#### [REQUIRED WORK]
Look through the data below. Pick out the lines holding the string "main".
---+---
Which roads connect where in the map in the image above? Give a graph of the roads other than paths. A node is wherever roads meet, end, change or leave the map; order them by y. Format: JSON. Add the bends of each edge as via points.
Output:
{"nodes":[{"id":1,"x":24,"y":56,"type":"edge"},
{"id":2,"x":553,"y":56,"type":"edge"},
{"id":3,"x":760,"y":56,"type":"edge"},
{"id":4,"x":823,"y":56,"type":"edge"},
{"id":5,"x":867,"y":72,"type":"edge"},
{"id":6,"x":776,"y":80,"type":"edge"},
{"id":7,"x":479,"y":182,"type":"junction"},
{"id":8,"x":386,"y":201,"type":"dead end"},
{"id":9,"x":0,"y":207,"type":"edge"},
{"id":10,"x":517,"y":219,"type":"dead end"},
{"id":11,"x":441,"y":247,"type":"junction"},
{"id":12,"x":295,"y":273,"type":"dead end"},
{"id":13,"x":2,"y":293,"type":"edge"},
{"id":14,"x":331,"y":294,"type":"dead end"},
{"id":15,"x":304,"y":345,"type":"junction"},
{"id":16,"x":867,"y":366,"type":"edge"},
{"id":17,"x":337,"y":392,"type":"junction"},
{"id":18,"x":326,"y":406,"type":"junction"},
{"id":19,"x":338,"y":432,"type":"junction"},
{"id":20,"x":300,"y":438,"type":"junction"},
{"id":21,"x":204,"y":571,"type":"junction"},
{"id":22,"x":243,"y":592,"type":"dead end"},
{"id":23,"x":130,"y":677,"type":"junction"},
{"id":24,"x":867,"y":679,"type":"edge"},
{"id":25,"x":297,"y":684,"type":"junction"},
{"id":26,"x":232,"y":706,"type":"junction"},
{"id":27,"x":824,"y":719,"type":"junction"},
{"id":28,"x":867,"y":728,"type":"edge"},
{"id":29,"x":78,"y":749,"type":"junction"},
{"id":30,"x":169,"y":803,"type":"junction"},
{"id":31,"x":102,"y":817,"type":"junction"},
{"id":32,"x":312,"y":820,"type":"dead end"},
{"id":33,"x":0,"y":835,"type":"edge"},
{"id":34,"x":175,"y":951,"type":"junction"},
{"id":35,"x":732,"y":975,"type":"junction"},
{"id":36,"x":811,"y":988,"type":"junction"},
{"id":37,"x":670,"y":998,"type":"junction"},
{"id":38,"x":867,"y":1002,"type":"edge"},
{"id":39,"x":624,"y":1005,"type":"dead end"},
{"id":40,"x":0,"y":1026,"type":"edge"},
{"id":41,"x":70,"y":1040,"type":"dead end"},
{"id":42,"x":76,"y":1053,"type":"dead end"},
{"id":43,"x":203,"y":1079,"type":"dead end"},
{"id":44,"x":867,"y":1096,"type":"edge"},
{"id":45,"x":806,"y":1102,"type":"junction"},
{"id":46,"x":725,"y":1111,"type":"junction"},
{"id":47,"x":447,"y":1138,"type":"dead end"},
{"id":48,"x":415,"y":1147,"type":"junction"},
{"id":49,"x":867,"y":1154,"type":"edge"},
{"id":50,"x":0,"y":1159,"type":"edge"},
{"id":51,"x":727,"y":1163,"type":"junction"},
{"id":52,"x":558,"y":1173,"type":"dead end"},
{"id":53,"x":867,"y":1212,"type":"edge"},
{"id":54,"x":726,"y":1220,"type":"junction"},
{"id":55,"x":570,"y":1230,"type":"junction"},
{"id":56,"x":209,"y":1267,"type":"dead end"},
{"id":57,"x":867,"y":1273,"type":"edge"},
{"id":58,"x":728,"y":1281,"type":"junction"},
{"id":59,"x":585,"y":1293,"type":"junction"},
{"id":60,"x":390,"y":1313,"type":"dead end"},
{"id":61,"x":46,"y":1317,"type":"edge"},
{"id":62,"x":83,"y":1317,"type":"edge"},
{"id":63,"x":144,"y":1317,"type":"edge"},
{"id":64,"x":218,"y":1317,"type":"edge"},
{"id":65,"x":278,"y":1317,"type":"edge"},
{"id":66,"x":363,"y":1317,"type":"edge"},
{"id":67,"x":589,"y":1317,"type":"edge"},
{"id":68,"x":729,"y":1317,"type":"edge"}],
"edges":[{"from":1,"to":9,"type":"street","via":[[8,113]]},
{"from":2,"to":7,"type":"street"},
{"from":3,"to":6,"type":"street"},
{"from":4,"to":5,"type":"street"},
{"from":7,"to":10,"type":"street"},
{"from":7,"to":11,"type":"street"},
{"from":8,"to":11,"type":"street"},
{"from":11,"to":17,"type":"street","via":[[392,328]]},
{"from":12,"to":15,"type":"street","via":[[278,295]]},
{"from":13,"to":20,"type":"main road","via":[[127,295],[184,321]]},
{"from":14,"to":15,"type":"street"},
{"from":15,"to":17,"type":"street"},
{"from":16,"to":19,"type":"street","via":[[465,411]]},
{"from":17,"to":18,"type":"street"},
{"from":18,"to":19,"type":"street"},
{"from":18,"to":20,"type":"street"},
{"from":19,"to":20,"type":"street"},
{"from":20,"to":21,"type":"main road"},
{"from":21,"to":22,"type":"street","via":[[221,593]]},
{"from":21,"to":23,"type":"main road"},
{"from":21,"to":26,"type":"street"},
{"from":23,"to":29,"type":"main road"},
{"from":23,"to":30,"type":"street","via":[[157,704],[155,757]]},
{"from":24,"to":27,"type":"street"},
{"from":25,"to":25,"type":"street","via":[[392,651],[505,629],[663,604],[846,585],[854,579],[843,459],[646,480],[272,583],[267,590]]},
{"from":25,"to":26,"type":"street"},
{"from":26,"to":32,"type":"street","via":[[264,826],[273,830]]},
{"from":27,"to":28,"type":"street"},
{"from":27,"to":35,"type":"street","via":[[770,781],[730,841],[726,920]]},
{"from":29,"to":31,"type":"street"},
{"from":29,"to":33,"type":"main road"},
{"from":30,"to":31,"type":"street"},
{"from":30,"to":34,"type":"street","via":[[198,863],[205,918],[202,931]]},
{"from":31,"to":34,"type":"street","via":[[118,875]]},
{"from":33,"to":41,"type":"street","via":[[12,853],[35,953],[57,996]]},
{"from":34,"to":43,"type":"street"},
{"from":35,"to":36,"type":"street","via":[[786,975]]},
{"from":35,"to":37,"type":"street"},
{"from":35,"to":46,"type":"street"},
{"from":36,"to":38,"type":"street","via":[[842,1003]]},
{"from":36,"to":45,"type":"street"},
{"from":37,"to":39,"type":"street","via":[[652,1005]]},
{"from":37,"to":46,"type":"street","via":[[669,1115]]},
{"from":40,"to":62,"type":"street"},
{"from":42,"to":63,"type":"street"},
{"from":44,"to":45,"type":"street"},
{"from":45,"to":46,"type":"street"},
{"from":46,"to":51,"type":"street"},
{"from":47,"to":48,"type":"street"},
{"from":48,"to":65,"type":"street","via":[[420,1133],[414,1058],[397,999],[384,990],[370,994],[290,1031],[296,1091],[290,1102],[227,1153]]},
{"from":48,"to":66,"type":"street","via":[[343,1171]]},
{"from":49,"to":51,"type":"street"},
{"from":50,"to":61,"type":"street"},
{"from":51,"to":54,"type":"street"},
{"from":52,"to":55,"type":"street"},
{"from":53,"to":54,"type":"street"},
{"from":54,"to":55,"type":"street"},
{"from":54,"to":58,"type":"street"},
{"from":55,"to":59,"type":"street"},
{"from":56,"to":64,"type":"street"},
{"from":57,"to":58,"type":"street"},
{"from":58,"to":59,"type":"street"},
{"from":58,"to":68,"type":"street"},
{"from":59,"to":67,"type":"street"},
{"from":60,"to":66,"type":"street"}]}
---+---
#### [SOLUTION FOR THIS EXERCISE]
{"from":13,"to":20,"type":"main road","via":[[127,295],[184,321]]},
{"from":20,"to":21,"type":"main road"},
{"from":21,"to":23,"type":"main road"},
{"from":23,"to":29,"type":"main road"},
{"from":29,"to":33,"type":"main road"},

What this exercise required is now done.